◆ Supplied information ◆
----------------

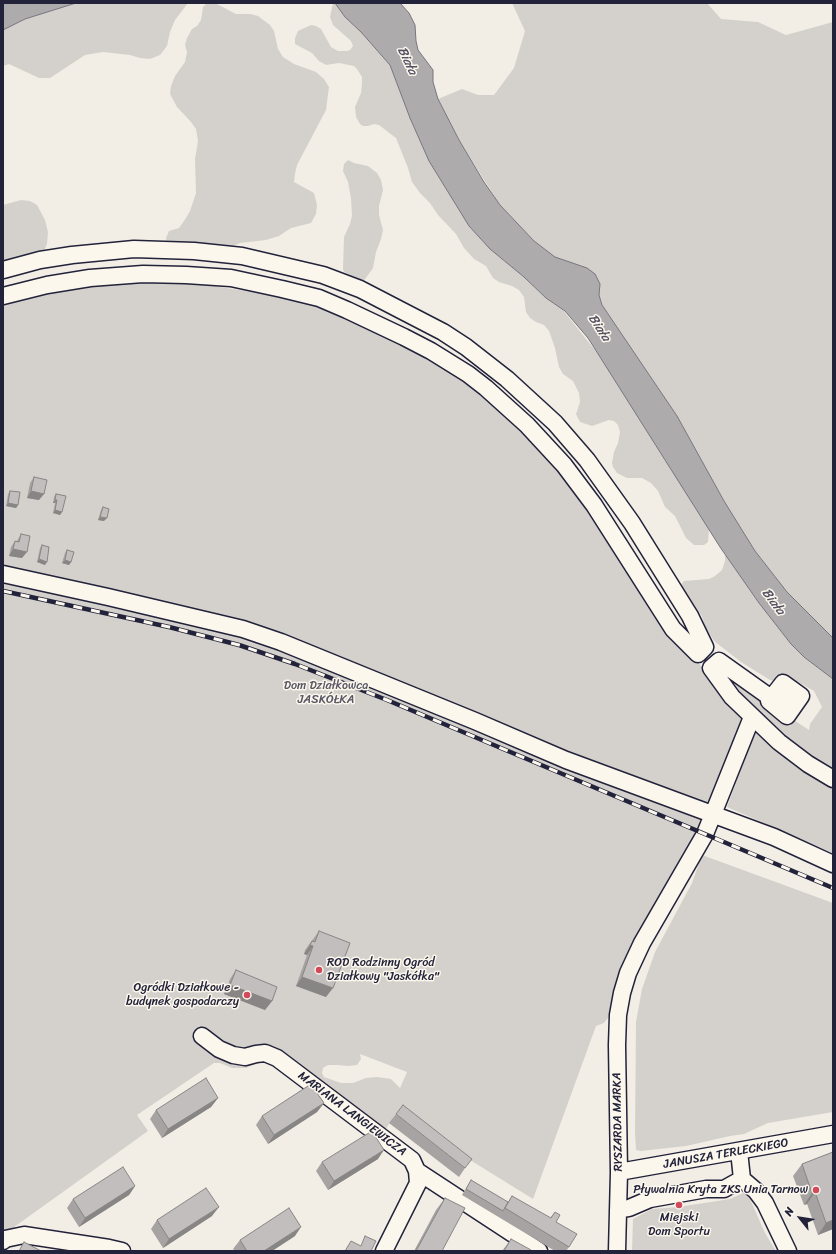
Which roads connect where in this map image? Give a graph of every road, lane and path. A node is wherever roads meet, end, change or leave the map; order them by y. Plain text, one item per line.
1 (3, 270) edge
2 (3, 296) edge
3 (3, 574) edge
4 (700, 649) junction
5 (717, 668) junction
6 (795, 701) dead end
7 (752, 717) junction
8 (833, 779) edge
9 (714, 814) junction
10 (833, 864) edge
11 (202, 1036) dead end
12 (833, 1134) edge
13 (739, 1152) junction
14 (417, 1171) junction
15 (619, 1172) junction
16 (742, 1179) junction
17 (618, 1210) junction
18 (4, 1240) edge
19 (122, 1251) edge
20 (384, 1251) edge
21 (539, 1251) edge
22 (617, 1251) edge
23 (788, 1251) edge

1 - 4 street
2 - 4 street
3 - 9 street
4 - 5 street
5 - 6 street
5 - 7 street
7 - 8 street
7 - 9 street, RYSZARDA MARKA
9 - 10 street
9 - 15 street, RYSZARDA MARKA
11 - 14 street, MARIANA LANGIEWICZA
12 - 13 street, JANUSZA TERLECKIEGO
13 - 15 street, JANUSZA TERLECKIEGO
13 - 16 street
14 - 20 street
14 - 21 street
15 - 17 street, RYSZARDA MARKA
16 - 17 street
16 - 23 street
17 - 22 street, RYSZARDA MARKA
18 - 19 street

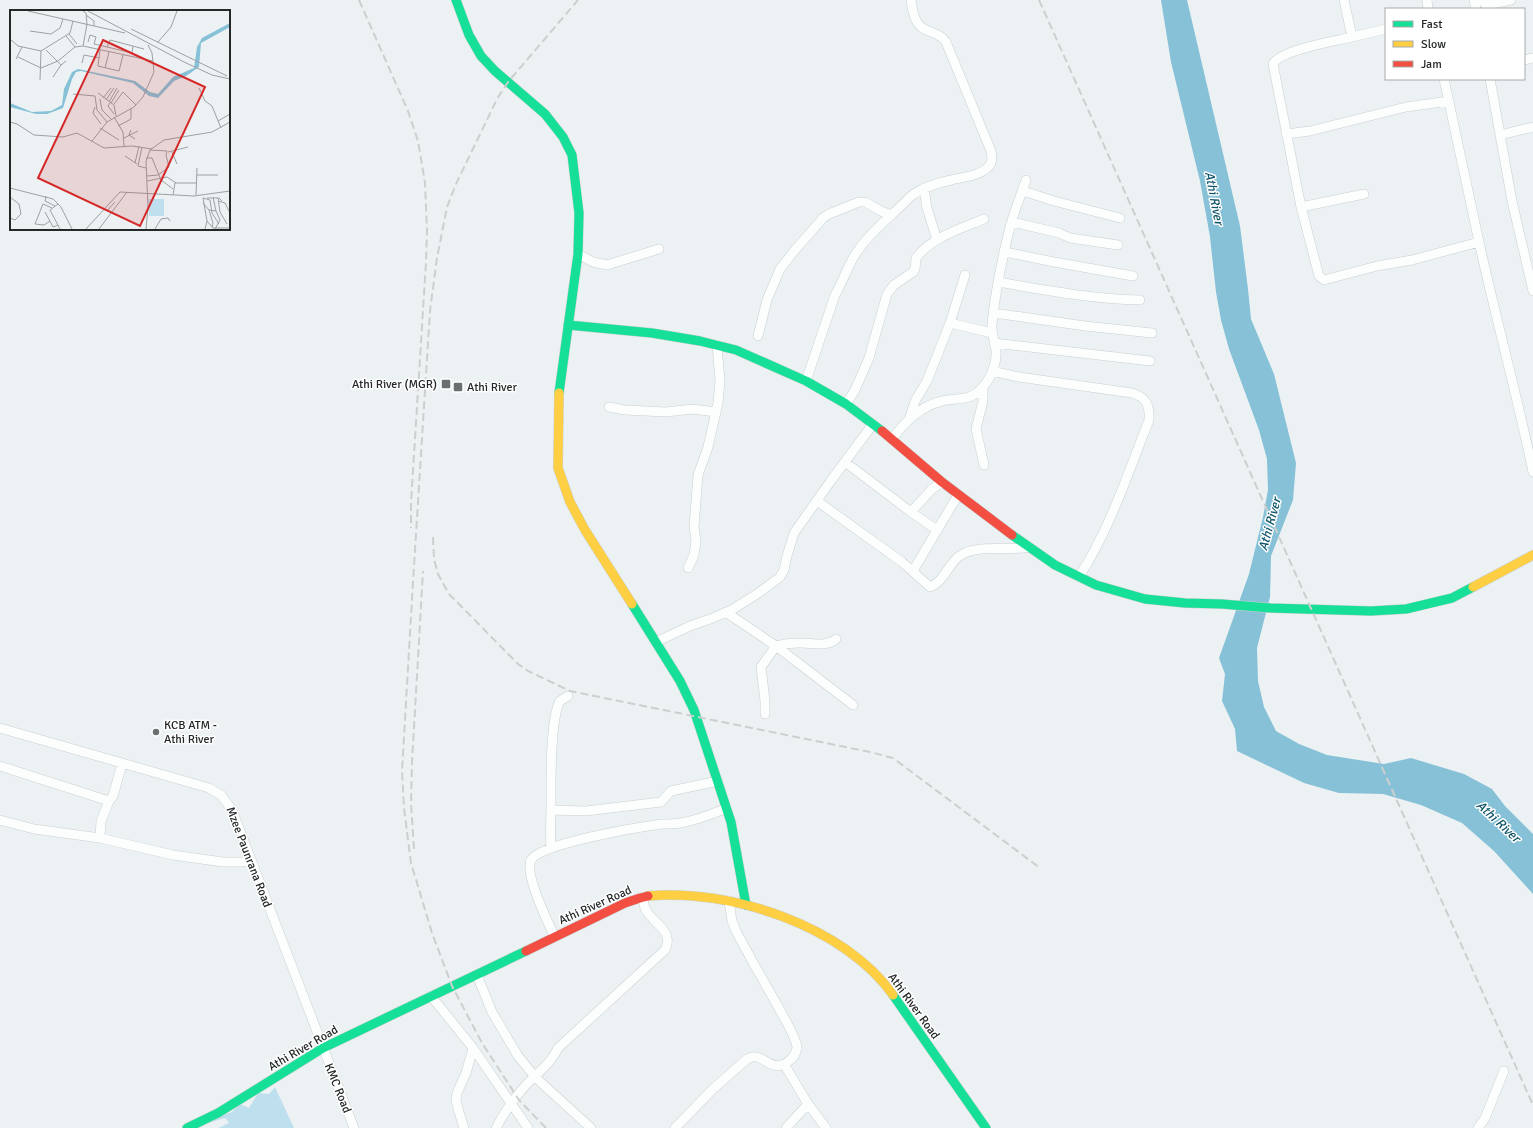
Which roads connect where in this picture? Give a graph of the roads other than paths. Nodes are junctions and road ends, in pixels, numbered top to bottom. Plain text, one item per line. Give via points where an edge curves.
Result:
1 (456, 0) edge
2 (911, 0) edge
3 (1344, 0) edge
4 (1511, 0) edge
5 (1486, 4) edge
6 (1385, 29) edge
7 (1352, 37) junction
8 (1444, 80) edge
9 (1490, 80) edge
10 (1449, 101) junction
11 (1533, 127) edge
12 (1286, 134) junction
13 (1500, 135) junction
14 (1026, 180) dead end
15 (924, 188) junction
16 (1022, 191) junction
17 (1364, 194) dead end
18 (1301, 207) junction
19 (891, 215) junction
20 (1120, 218) dead end
21 (984, 219) dead end
22 (1012, 222) junction
23 (937, 240) junction
24 (1479, 242) junction
25 (1118, 245) dead end
26 (659, 249) dead end
27 (1005, 252) junction
28 (578, 254) junction
29 (1529, 259) edge
30 (965, 275) dead end
31 (1133, 276) dead end
32 (998, 282) junction
33 (1533, 291) edge
34 (1140, 300) dead end
35 (994, 312) junction
36 (950, 323) junction
37 (568, 325) junction
38 (992, 333) junction
39 (1152, 333) dead end
40 (758, 336) dead end
41 (994, 343) junction
42 (718, 346) junction
43 (1150, 361) dead end
44 (992, 371) junction
45 (806, 381) junction
46 (983, 387) junction
47 (846, 404) junction
48 (608, 407) dead end
49 (716, 412) junction
50 (908, 420) junction
51 (873, 424) junction
52 (892, 439) junction
53 (845, 462) junction
54 (984, 465) dead end
55 (1533, 472) edge
56 (942, 482) junction
57 (958, 495) junction
58 (817, 501) junction
59 (911, 512) junction
60 (937, 530) junction
61 (1029, 548) junction
62 (1533, 555) edge
63 (688, 568) dead end
64 (913, 571) junction
65 (1079, 577) junction
66 (727, 613) junction
67 (836, 639) dead end
68 (656, 642) junction
69 (776, 646) junction
70 (568, 696) dead end
71 (853, 705) dead end
72 (765, 714) dead end
73 (0, 728) edge
74 (122, 764) junction
75 (0, 766) edge
76 (718, 781) junction
77 (109, 801) junction
78 (727, 808) junction
79 (551, 810) junction
80 (0, 820) edge
81 (100, 838) junction
82 (551, 848) junction
83 (251, 862) junction
84 (642, 897) junction
85 (729, 901) junction
86 (746, 905) junction
87 (555, 937) junction
88 (477, 975) junction
89 (431, 996) junction
90 (323, 1048) junction
91 (473, 1048) junction
92 (784, 1064) junction
93 (1504, 1071) dead end
94 (534, 1076) junction
95 (511, 1104) junction
96 (808, 1104) junction
97 (187, 1128) edge
98 (354, 1128) edge
99 (464, 1128) edge
100 (496, 1128) edge
101 (528, 1128) edge
102 (591, 1128) edge
103 (675, 1128) edge
104 (786, 1128) edge
105 (826, 1128) edge
106 (986, 1128) edge
107 (1478, 1128) edge

1 - 28 street via 469,35 481,56 545,114 568,145 577,191
2 - 15 street via 915,19 920,27 940,35 946,42 992,156 990,165 979,173
3 - 7 street
4 - 5 street
6 - 7 street
7 - 12 street via 1294,51 1275,60 1273,68
8 - 10 street
9 - 13 street
10 - 12 street via 1406,107 1310,131
10 - 24 street
11 - 13 street
12 - 18 street
13 - 29 street via 1512,201
14 - 16 street
15 - 19 street via 911,196
15 - 23 street
16 - 20 street
16 - 22 street
17 - 18 street
18 - 24 street via 1317,271 1324,280
19 - 40 street via 865,202 859,202 823,218 780,269 767,300
19 - 45 street via 865,240 850,262 835,295
21 - 23 street
22 - 25 street via 1070,238
22 - 27 street
23 - 47 street via 916,258 915,269 894,285 887,294 869,358
24 - 55 street
26 - 28 street via 607,265 593,262
27 - 31 street
27 - 32 street
28 - 37 street
29 - 33 street
30 - 36 street
32 - 34 street via 1117,300
32 - 35 street
35 - 38 street
35 - 39 street
36 - 38 street
36 - 50 street
37 - 42 street via 652,333
37 - 68 street via 559,396 558,468 570,502 585,530
38 - 41 street
41 - 43 street
41 - 44 street via 996,356
42 - 45 street via 736,350
42 - 49 street via 720,381
44 - 46 street
44 - 65 street via 1132,393 1141,396 1148,404 1149,420 1105,529
45 - 47 street
46 - 50 street via 968,398 940,401 928,406
46 - 54 street via 983,401 976,429
47 - 51 street
48 - 49 street via 666,412 692,409
49 - 63 street via 698,474 694,527 696,541 694,555
50 - 52 street
51 - 52 street
51 - 53 street
52 - 56 street
53 - 58 street
53 - 59 street
56 - 57 street
56 - 59 street
57 - 60 street
57 - 61 street
58 - 64 street
58 - 66 street via 794,533 783,573
59 - 60 street
60 - 64 street
61 - 64 street via 983,549 964,553 930,587
61 - 65 street
62 - 65 street via 1452,598 1406,609 1371,612 1145,599 1096,585
66 - 68 street
66 - 69 street
67 - 69 street via 832,643 824,644 800,642
68 - 76 street via 694,710
69 - 71 street
69 - 72 street via 761,667
70 - 79 street via 560,701 556,714
73 - 74 street, Mzee Paunrana Road
74 - 77 street via 113,796
74 - 83 street, Mzee Paunrana Road via 209,788 222,795 232,810
75 - 77 street
76 - 78 street
76 - 79 street via 671,791 661,802 586,811
77 - 81 street via 101,821
78 - 82 street via 680,823 575,840
78 - 86 street
79 - 82 street
80 - 81 street via 34,829
81 - 83 street via 173,856 223,862
82 - 87 street via 534,856 529,866 545,919
83 - 90 street, Mzee Paunrana Road
84 - 85 street, Athi River Road via 665,894
84 - 87 street, Athi River Road
84 - 94 street via 648,914 666,934 668,944 665,950 558,1048 551,1061
85 - 86 street, Athi River Road
85 - 92 street via 736,931 796,1043 797,1048 793,1057
86 - 106 street, Athi River Road via 806,927 845,949 872,971 900,1003
87 - 88 street, Athi River Road
88 - 89 street, Athi River Road
88 - 94 street via 492,1012 518,1056
89 - 90 street, Athi River Road
89 - 91 street
90 - 97 street, Athi River Road via 218,1113
90 - 98 street, KMC Road
91 - 95 street
91 - 99 street via 456,1101
92 - 96 street
92 - 103 street via 771,1065 760,1057 751,1057 714,1088
93 - 107 street via 1485,1118
94 - 95 street
94 - 102 street
95 - 100 street
95 - 101 street
96 - 104 street
96 - 105 street

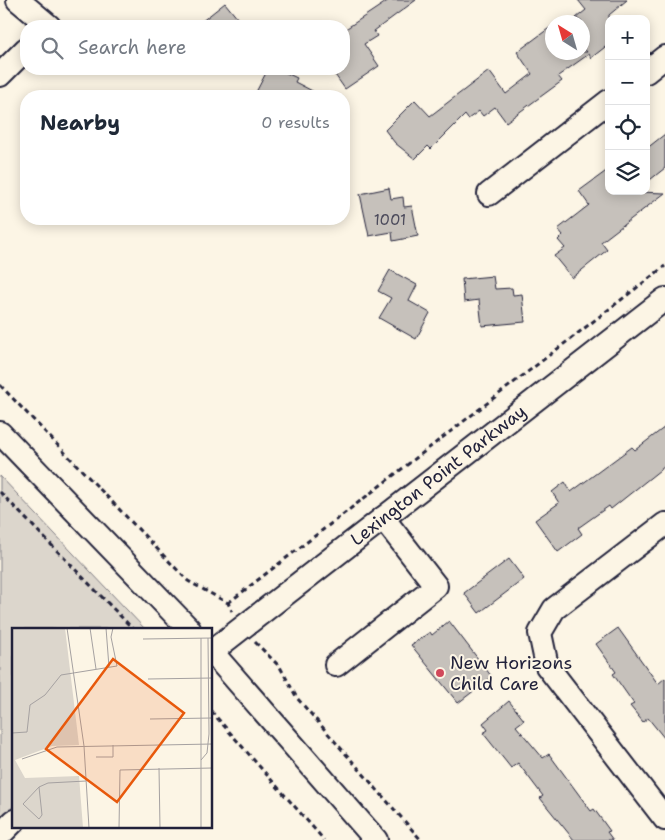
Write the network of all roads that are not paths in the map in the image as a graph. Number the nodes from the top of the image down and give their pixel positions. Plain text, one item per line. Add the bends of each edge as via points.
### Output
1 (18, 0) edge
2 (43, 20) edge
3 (20, 53) edge
4 (665, 57) edge
5 (3, 64) edge
6 (650, 69) edge
7 (605, 104) edge
8 (490, 194) dead end
9 (665, 299) edge
10 (0, 433) edge
11 (383, 518) junction
12 (665, 524) edge
13 (188, 628) edge
14 (212, 651) edge
15 (212, 653) edge
16 (336, 665) dead end
17 (665, 819) edge
18 (12, 823) edge
19 (0, 835) edge
20 (376, 840) edge

1 - 2 street
3 - 5 street
4 - 6 street
7 - 8 street
9 - 11 street, Lexington Point Parkway
10 - 13 street
11 - 14 street, Lexington Point Parkway
11 - 16 street via 436,586
12 - 17 street via 554,610 540,634 547,666
15 - 20 street
18 - 19 street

----------------

Copy each line of the listing that includes "River".

84 - 85 street, Athi River Road via 665,894
84 - 87 street, Athi River Road
85 - 86 street, Athi River Road
86 - 106 street, Athi River Road via 806,927 845,949 872,971 900,1003
87 - 88 street, Athi River Road
88 - 89 street, Athi River Road
89 - 90 street, Athi River Road
90 - 97 street, Athi River Road via 218,1113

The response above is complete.